Exercise instructions – How many lines in the records below hold the word "Waldemar"? Answer with the number alone.

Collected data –
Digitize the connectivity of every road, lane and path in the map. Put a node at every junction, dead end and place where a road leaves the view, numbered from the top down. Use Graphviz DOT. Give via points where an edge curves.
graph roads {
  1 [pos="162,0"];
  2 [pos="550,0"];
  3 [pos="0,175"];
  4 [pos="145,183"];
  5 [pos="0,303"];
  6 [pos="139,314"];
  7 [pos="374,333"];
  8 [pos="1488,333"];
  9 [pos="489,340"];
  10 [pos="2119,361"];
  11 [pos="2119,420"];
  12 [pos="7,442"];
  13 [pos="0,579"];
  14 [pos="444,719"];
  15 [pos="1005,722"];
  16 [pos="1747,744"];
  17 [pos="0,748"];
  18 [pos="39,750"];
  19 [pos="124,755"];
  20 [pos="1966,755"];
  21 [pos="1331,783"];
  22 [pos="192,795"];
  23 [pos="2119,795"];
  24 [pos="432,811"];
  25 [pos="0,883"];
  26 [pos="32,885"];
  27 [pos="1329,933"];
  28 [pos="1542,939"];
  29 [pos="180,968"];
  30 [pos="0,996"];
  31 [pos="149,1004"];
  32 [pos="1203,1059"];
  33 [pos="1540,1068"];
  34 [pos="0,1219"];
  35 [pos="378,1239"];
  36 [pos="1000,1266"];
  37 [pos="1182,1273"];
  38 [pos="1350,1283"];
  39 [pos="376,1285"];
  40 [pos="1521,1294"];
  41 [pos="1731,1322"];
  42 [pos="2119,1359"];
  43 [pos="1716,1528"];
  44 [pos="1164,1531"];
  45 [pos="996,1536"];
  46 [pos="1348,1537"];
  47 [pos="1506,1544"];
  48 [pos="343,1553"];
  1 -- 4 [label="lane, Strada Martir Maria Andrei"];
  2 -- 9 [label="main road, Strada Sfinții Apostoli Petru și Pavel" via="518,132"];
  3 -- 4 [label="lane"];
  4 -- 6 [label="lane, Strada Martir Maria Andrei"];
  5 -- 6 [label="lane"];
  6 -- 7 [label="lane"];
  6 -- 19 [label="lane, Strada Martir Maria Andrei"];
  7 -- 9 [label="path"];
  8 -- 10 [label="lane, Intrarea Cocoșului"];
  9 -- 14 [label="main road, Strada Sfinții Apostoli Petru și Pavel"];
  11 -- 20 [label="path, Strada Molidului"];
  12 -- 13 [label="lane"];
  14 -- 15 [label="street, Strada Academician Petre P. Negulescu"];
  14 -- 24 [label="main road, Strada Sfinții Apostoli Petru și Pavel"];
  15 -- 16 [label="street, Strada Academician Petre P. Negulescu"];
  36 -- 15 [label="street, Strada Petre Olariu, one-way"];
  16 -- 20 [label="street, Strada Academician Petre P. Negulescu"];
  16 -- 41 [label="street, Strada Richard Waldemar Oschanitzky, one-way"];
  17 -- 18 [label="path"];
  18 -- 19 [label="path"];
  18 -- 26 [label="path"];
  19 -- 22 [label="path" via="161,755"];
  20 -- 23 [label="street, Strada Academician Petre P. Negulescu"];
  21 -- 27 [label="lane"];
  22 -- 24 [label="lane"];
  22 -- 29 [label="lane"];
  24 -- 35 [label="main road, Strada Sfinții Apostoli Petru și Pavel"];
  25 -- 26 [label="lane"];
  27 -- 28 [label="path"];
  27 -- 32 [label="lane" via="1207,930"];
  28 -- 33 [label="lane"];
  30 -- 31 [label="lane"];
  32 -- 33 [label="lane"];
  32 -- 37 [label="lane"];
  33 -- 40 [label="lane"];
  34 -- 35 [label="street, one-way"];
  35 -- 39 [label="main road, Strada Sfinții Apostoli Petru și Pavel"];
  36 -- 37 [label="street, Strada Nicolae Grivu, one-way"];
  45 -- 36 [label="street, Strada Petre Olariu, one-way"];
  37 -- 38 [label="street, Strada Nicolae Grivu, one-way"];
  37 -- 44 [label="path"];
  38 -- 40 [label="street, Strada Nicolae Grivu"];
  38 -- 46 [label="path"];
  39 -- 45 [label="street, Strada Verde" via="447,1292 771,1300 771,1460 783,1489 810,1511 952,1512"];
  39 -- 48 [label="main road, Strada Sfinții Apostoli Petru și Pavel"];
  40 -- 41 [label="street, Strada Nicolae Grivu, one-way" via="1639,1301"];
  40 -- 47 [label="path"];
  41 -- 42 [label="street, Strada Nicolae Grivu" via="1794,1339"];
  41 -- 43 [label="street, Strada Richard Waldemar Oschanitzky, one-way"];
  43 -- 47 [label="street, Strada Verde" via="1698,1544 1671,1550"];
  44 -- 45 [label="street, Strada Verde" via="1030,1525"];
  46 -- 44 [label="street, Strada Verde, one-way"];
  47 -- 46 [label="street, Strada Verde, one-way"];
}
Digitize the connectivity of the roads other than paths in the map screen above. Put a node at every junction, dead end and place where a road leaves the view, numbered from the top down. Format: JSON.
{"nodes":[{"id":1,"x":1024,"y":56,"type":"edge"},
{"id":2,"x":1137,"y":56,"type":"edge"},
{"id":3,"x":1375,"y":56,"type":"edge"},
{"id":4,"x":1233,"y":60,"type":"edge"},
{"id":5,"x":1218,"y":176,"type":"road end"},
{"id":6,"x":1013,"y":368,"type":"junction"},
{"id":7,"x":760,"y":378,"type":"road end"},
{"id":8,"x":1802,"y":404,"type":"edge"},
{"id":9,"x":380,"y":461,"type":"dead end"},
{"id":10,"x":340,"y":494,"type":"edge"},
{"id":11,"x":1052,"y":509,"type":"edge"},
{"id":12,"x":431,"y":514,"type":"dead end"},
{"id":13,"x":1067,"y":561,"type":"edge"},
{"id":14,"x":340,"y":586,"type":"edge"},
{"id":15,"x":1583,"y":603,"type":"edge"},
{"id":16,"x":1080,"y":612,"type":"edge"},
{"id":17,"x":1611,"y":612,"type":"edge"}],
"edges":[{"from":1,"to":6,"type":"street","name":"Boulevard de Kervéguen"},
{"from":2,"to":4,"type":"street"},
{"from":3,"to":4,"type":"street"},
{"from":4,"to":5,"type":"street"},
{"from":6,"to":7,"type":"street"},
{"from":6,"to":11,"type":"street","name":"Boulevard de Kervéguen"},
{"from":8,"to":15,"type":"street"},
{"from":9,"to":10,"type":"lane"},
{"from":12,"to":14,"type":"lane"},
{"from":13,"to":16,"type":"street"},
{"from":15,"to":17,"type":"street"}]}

Response to this task – 2